Wednesday, November 24, 2010

Call It Education

One of my students arrived late to class today. Her mother, the wife of ———, entered with her, sat in the back, and from there directed both her daughter and my coteacher, J., and therefore my class. "{The teacher told you to draw the picture. Draw the picture!}" J. started writing Chinese characters on the board, something we never do. As the students acted out vocabulary words, you could tell the daughter was nervous. During the break, the woman instructed J. further, then turned to me and said that her daughter often didn't know, even right after class, the words we'd just spent an hour and a half teaching her. For the past two weeks, she's been asking her daughter the meaning of every single word out of the books we read.

"We're trying to get the students to understand the bigger concept," I said. "We're not trying to get them to learn every single word."

"You can't just introduce the words to them. They need to see it more than once," she said.

"I agree. That's why we just spent half an hour going over the words. We introduce the words, do an activity, and then read the book."

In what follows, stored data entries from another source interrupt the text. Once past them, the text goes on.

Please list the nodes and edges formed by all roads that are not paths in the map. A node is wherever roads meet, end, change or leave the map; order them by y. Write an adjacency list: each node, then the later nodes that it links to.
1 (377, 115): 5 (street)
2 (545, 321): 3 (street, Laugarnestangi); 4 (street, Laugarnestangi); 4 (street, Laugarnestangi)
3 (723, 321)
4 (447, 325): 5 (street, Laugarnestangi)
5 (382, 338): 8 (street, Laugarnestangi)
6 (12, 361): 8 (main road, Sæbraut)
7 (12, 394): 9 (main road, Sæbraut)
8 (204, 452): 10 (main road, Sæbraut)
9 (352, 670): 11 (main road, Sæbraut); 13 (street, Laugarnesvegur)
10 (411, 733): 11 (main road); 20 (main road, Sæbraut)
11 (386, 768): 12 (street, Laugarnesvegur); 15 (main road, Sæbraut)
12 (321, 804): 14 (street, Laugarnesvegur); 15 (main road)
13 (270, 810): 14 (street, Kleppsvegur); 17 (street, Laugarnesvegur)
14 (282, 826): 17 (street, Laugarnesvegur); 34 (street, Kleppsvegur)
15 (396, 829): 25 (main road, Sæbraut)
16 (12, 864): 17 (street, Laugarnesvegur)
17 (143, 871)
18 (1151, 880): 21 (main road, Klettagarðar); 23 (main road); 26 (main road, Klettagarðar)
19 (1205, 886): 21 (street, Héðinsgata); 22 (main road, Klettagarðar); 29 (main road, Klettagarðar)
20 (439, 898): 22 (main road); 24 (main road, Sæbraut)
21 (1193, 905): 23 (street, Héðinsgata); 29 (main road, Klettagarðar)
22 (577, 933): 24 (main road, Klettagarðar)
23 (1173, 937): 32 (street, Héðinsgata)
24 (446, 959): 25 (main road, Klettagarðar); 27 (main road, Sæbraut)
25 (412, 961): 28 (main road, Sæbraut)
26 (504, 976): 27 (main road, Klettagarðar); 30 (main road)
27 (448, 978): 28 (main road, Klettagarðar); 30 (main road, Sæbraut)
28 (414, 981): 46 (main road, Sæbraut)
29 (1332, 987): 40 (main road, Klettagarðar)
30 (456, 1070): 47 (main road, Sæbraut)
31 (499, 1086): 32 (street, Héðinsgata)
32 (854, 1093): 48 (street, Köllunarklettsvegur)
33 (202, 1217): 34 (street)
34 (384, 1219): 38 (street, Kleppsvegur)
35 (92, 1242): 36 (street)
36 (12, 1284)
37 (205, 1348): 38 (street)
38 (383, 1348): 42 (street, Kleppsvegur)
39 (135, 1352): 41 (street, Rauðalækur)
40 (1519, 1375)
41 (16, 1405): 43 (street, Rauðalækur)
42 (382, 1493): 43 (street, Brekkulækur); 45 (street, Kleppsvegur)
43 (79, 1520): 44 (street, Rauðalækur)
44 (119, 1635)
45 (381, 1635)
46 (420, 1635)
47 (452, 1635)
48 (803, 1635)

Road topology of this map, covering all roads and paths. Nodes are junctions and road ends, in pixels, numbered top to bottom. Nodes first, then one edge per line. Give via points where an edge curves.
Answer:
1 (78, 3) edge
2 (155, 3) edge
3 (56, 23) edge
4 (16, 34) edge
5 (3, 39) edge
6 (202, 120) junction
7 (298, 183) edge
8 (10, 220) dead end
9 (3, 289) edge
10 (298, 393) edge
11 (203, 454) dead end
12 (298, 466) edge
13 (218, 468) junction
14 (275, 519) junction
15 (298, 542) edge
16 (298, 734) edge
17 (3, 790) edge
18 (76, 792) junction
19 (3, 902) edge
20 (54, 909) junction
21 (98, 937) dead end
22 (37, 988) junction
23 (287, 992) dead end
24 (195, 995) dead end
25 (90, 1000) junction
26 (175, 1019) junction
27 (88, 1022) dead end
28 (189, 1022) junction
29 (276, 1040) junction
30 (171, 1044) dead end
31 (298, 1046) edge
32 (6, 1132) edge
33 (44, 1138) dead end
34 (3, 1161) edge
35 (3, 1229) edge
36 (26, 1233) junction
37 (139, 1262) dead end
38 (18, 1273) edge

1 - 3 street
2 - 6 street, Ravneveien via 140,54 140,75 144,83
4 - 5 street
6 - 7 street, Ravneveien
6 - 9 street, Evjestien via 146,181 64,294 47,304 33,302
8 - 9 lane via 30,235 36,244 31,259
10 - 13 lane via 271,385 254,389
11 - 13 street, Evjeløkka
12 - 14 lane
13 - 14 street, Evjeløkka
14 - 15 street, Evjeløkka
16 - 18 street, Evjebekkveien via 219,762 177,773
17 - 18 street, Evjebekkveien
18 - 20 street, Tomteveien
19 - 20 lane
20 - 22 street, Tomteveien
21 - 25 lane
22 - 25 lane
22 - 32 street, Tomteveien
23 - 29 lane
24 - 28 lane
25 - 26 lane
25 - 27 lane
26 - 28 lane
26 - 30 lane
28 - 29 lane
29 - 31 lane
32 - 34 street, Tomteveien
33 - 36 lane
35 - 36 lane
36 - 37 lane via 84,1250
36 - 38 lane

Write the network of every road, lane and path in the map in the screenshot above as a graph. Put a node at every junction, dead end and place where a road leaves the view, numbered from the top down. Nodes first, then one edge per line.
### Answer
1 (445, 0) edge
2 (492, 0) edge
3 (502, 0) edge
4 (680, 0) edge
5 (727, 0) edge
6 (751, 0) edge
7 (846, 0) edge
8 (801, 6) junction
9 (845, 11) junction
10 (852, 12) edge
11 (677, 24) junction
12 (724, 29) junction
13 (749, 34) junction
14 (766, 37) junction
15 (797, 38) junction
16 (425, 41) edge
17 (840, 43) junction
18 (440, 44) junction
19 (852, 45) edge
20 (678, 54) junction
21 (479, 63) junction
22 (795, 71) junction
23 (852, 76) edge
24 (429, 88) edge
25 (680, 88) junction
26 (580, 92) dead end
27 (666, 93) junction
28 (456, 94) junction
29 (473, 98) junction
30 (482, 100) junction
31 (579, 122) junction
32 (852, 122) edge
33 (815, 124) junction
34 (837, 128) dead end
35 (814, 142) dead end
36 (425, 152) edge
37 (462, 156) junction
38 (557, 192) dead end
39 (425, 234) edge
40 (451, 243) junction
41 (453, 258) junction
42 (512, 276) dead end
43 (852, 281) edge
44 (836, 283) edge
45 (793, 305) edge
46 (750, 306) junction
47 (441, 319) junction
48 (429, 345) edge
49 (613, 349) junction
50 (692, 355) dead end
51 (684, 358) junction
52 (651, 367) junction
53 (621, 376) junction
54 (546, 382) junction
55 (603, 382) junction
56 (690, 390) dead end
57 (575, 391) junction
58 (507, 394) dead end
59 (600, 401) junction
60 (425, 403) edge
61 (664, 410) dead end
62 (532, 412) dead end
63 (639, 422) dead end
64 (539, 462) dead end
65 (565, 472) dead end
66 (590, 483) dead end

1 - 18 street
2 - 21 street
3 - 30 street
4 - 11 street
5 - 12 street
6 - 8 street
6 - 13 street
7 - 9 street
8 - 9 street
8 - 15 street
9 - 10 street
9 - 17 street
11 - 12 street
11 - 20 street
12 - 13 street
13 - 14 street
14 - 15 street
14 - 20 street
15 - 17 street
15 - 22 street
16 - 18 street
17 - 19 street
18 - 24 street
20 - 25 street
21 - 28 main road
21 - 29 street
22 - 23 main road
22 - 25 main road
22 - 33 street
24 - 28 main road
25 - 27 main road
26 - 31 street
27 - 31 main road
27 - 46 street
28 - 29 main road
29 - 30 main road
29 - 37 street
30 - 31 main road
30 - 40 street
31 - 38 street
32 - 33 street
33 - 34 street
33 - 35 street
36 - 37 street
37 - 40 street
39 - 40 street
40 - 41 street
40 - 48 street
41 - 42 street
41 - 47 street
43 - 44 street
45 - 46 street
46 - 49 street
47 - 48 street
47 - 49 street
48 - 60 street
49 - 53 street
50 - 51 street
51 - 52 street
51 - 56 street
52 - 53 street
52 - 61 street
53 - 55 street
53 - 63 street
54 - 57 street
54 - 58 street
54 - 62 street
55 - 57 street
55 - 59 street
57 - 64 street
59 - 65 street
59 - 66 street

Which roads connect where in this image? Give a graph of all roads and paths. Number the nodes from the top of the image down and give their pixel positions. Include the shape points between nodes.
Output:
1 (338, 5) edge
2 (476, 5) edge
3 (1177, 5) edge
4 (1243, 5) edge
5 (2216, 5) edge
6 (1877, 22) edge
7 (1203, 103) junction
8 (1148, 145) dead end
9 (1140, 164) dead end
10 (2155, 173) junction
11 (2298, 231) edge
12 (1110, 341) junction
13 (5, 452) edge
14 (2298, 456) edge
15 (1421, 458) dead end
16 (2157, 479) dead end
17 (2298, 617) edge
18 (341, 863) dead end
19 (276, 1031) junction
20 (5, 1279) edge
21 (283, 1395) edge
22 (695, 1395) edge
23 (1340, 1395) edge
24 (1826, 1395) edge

"You foreigners learn by listening, but we Chinese learn by seeing. You need to write the characters."

"We don't write characters on the board. We're not teaching Chinese."

"But characters are more scientific," she said.

She commented on the students' reluctance to say anything. "I think the students are just nervous," I said. She said that all Chinese students are always nervous. No, not in my classes, they aren't, at least not to the degree her daughter was tonight.

The class was probably 75 percent Chinese today. The students read a short book and then, because of this mother, translated the thing into Chinese to show that they understood the meaning. They did a fine job, but they didn't need to translate. We could have asked them comprehension questions or gotten them to write responses to the text.